The Medical Practitioners Coalition Association of Malaysia (MPCAM) told the government to implement the recommendations from the independent investigation into the 2016 fire that killed six patients, instead of launching a police investigation on a leak of the inquiry’s report that was published by CodeBlue last March.

“We should learn from the findings of the report and not try to sweep the report under the carpet. Learn from it to prevent further deaths in our hospitals,” MPCAM president Dr Raj Kumar Maharajah told CodeBlue yesterday.

“Patients entrust their lives on admission, not to get a free cremation sponsored by the government and for the report and findings concealed later. We owe this much to those who lost their lives in the 2016 fire.

“Health care issues should not be politicised. MPCAM is disturbed and is following this issue closely. Our online portal, which has 14,000 doctors on it, has been abuzz since Boo Su-Lyn was called in for her statement, and more so now after the second fire [on Sunday],” the physician added.

CodeBlue editor-in-chief Boo is under a police investigation, believed to be related to the Penal Code and the Official Secrets Act (OSA), over her series of four articles on the findings of the independent inquiry into the 2016 HSA fire. Boo reported then-Health Minister Dzulkefly Ahmad as saying last February 24 that the report has been declassified as a state secret.

Another blaze broke out at HSA last Sunday, this time at the women’s ward of the Ministry of Health (MOH) hospital in Johor Baru, Johor, but it did not result in casualties or serious injuries; the fire however forced the evacuation of 24 patients, some of whom were transferred to another hospital. The 2016 blaze had engulfed the south ICU of the public hospital, killing six patients.

Former Health deputy director-general Dr Christopher Lee said he was confident that MOH has taken some, if not all, of the remedial actions recommended by the independent inquiry chaired by former Court of Appeal judge Mohd Hishamudin Yunus.

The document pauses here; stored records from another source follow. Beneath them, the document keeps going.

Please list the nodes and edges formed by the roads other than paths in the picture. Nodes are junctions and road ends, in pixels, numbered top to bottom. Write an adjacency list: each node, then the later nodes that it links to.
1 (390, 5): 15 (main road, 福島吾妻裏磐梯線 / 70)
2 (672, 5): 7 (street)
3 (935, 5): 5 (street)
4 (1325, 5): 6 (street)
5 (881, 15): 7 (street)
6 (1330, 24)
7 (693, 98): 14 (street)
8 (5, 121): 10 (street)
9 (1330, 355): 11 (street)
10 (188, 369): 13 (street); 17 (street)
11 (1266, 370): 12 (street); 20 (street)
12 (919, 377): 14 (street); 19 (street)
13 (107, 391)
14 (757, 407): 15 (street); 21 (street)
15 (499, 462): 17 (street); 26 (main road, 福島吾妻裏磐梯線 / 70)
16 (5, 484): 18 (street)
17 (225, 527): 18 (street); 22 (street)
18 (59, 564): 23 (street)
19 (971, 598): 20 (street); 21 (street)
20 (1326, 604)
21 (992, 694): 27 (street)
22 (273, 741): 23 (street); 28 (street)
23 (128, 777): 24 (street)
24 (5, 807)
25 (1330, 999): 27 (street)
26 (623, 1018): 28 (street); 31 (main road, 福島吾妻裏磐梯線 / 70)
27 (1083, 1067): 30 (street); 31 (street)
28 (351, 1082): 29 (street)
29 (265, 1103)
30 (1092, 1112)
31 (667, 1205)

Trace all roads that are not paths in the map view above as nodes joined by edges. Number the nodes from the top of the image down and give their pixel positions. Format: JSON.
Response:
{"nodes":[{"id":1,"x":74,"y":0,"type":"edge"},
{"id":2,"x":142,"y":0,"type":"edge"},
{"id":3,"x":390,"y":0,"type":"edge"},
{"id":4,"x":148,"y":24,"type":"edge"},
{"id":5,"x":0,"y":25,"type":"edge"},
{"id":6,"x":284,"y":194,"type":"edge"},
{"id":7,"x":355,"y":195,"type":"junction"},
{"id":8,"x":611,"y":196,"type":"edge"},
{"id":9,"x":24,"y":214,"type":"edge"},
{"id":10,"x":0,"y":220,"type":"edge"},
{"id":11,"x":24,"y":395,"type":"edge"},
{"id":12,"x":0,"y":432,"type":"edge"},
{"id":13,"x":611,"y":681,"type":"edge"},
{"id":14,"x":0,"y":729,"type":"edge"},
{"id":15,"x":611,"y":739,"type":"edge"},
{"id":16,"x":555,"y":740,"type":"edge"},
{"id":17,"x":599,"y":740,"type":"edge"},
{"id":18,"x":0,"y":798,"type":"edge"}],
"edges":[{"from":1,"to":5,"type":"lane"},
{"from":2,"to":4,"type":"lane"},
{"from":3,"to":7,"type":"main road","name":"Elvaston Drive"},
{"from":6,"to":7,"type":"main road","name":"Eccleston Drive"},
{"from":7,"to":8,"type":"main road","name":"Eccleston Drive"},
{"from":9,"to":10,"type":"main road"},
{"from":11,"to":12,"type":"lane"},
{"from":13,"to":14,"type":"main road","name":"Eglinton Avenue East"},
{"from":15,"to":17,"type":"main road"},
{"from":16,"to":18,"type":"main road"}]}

“The fact that another fire has occurred at the same hospital must compel the ministry to be transparent on what it has done (as well as what has yet to be corrected) with regards to the remedial actions suggested,” Dr Lee told CodeBlue.

“As the state director has already stated, investigations will be carried out and hopefully, the root cause of the fire will be determined. I hope this will be done speedily and in a transparent manner. Patient and staff safety have always been major responsibilities of MOH. MOH must now walk its talk.”

Veteran physician Dr Milton Lum questioned what actions the government has taken after the 2016 blaze at the public hospital.

“Have they rectified whatever was needed over the course of time since the fire? For a fire to occur again at the same place, this is a very relevant question,” Dr Lum told CodeBlue.

“I think the public, the medical profession, are entitled to have answers from the Ministry of Health.”

The former Malaysian Medical Association (MMA) president also called for the inquiry’s report to be made public so that all other hospitals across the government and private sector can learn from the 2016 fire and rectify any shortcomings to prevent future tragedies.

“People go to hospitals to be treated and to come out well. People don’t go to hospitals to be a victim of a fire in the hospital.”